Oil Prices Decline Ahead of Fed Decision
Caution in the Markets
Oil prices took a step back from recent highs as investors exercised caution before the Federal Reserve’s upcoming decision. This overshadowed news of a larger-than-expected decrease in U.S. crude inventories.
Price Movements
By 13:47 ET (17:47 GMT), U.S. crude futures were down 1.6% at $81.02 a barrel, while the contract slipped 0.9% to $85.72 a barrel.
U.S. Inventory Data
The Energy Information Administration’s report revealed a significant decline in U.S. crude stockpiles by 1.95 million barrels for the week ending Mar. 8, surpassing expectations of a draw of 0.9 million barrels.
Fed Decision Impact
The anticipation of the Federal Reserve’s interest rate policy announcement has led to a stronger dollar, affecting the oil market.

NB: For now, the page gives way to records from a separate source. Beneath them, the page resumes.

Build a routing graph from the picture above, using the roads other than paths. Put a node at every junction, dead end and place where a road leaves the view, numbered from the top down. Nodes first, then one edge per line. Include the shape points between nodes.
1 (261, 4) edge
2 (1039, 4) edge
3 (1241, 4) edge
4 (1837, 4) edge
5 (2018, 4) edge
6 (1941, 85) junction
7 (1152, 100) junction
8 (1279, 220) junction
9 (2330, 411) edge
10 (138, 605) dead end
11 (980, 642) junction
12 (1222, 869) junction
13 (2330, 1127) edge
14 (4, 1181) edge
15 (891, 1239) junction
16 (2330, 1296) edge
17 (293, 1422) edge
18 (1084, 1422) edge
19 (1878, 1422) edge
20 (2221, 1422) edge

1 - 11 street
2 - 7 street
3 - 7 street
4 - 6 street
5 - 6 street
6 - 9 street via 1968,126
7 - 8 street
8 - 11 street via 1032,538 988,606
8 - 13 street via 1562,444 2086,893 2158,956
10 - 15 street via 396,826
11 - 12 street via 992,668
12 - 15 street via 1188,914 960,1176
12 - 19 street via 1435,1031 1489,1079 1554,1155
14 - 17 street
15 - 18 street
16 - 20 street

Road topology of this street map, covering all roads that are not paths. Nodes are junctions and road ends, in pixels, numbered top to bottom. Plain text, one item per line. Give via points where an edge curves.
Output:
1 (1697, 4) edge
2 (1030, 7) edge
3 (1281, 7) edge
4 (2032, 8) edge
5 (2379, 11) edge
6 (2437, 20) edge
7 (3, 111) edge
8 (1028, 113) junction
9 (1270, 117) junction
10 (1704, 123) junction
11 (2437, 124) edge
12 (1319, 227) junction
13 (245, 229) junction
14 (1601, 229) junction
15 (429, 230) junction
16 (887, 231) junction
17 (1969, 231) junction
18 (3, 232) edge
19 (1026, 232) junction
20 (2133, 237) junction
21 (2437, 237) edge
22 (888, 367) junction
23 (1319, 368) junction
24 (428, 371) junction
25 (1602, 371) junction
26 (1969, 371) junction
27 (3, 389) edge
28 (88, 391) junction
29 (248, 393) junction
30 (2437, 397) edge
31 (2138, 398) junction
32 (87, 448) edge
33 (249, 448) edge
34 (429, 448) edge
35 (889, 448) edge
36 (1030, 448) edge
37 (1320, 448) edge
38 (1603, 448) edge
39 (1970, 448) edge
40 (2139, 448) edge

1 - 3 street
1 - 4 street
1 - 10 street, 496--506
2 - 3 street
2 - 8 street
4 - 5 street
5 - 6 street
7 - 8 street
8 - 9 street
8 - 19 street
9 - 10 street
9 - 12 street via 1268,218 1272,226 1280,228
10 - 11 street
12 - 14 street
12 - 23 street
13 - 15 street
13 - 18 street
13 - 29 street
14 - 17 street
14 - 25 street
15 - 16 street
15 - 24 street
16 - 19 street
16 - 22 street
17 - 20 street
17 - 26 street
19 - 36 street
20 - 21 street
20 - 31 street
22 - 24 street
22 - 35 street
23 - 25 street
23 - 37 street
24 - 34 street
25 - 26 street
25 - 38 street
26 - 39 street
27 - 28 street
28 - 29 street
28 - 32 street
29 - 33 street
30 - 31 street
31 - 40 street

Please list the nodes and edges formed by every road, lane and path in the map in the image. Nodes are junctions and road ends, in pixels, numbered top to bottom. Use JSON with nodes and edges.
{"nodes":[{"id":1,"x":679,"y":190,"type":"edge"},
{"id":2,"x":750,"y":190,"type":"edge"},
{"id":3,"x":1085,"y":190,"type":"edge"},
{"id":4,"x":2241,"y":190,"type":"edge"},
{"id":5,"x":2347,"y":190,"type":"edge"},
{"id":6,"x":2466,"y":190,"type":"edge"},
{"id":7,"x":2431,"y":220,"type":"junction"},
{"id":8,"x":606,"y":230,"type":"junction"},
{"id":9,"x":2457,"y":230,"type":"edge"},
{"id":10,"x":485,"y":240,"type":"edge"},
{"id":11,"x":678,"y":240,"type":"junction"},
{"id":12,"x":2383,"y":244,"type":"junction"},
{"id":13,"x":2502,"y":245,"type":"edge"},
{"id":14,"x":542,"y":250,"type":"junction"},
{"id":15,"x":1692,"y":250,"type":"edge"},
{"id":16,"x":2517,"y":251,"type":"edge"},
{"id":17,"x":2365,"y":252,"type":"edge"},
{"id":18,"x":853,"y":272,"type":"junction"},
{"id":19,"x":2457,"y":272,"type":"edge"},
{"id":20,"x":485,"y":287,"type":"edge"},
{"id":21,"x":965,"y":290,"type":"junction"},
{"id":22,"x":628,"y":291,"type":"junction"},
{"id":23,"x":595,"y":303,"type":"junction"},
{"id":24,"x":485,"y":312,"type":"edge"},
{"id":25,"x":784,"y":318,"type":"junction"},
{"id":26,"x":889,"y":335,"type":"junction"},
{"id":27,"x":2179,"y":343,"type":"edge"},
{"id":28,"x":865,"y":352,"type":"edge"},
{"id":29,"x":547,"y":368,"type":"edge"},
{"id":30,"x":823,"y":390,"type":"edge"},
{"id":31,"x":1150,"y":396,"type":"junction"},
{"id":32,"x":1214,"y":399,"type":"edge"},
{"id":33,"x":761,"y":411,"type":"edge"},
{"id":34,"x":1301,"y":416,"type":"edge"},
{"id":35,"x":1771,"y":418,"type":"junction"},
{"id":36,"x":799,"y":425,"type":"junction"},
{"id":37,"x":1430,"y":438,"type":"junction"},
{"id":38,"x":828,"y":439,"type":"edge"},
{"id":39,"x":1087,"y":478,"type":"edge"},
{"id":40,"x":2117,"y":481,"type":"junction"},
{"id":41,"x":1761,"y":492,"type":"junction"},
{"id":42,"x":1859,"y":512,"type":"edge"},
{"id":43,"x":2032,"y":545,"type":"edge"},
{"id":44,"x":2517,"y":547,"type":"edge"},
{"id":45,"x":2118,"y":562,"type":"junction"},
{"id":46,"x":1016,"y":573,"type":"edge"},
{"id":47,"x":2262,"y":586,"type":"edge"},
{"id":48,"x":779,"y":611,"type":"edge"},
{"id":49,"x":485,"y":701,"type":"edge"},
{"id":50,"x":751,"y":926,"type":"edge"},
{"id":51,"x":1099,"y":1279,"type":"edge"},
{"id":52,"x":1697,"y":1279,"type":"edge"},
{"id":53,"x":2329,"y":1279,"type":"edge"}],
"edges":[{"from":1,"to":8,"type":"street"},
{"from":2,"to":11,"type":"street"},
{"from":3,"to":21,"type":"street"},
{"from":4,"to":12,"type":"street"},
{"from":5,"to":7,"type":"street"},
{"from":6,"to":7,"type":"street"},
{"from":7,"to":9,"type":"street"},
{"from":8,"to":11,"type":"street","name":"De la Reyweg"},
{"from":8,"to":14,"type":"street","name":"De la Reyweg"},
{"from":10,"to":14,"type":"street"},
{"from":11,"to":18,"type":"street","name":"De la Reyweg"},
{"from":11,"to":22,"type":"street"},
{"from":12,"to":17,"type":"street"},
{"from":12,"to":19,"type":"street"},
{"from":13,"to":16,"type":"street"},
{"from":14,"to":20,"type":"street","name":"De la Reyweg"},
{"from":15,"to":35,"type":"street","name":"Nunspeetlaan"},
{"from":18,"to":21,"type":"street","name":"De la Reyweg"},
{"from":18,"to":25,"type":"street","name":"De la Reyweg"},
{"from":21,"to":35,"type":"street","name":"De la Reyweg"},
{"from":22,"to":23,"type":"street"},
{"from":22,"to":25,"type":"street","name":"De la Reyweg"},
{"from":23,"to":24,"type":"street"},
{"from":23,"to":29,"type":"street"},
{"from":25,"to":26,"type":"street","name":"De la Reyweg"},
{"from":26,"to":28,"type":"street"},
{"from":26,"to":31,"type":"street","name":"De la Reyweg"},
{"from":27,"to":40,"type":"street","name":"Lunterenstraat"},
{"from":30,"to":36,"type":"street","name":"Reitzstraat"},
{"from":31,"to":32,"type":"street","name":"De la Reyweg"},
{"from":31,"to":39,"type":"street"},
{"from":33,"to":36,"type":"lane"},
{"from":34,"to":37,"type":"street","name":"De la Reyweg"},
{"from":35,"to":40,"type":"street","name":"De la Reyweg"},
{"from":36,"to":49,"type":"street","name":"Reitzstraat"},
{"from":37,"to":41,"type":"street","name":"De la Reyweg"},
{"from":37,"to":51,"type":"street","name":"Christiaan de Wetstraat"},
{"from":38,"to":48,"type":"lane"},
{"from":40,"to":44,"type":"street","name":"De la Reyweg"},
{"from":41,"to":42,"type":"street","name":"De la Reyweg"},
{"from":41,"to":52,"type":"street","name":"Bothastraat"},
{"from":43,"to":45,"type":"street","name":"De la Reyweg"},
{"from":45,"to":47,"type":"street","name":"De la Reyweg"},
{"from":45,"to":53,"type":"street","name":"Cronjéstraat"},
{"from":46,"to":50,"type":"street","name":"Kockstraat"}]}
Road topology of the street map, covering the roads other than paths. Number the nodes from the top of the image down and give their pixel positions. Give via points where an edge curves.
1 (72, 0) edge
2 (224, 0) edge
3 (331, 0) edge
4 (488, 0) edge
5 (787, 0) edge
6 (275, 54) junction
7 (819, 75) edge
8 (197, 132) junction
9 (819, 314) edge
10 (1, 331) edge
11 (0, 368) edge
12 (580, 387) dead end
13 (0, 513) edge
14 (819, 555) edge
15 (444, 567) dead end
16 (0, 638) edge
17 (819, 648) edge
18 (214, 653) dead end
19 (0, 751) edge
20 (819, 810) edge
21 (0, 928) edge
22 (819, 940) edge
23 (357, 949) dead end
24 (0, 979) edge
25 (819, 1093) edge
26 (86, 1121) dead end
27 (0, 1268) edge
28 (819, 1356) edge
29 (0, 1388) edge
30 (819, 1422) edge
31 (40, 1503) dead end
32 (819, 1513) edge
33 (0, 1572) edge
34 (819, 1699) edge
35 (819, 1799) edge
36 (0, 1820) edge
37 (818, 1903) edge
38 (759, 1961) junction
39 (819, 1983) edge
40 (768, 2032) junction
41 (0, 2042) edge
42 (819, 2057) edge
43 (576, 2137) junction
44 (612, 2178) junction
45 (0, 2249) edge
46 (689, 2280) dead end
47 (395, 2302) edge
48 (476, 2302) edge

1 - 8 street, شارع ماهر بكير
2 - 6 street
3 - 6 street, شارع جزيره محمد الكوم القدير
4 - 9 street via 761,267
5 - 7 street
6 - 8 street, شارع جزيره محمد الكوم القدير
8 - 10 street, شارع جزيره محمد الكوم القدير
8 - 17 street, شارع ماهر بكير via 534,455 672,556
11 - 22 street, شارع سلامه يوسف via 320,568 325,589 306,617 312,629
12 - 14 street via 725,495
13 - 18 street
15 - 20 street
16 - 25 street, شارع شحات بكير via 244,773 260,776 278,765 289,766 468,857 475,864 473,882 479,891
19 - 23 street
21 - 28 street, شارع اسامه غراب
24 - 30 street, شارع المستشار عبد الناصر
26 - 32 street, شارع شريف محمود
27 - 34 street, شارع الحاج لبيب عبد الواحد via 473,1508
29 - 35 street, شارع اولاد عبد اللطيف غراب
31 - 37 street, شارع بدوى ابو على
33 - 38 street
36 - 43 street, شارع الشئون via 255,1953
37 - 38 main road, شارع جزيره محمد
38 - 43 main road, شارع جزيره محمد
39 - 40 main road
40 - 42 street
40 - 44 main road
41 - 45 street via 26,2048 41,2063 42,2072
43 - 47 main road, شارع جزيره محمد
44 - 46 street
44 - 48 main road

Investors are on edge following recent U.S. inflation data, fearing a potential hawkish stance from central officials.
Global Supply Concerns
Despite these fluctuations, oil prices remain near their highest levels since November. This is partly due to tighter global supplies, exacerbated by Ukrainian strikes on Russian fuel refineries and signals from OPEC members hinting at production cuts.
Market Analysis
Analysts at ING noted that supply risks related to Russian refined products are supporting the market amidst expectations of a tightening period. The forward curve indicates trading in deeper backwardation, reflecting this anticipated shift.
Future Demand Outlook
While demand is expected to rise with major refineries resuming production and improved Chinese fuel demand post-Lunar New Year, the pace of growth in China’s oil imports has slowed down.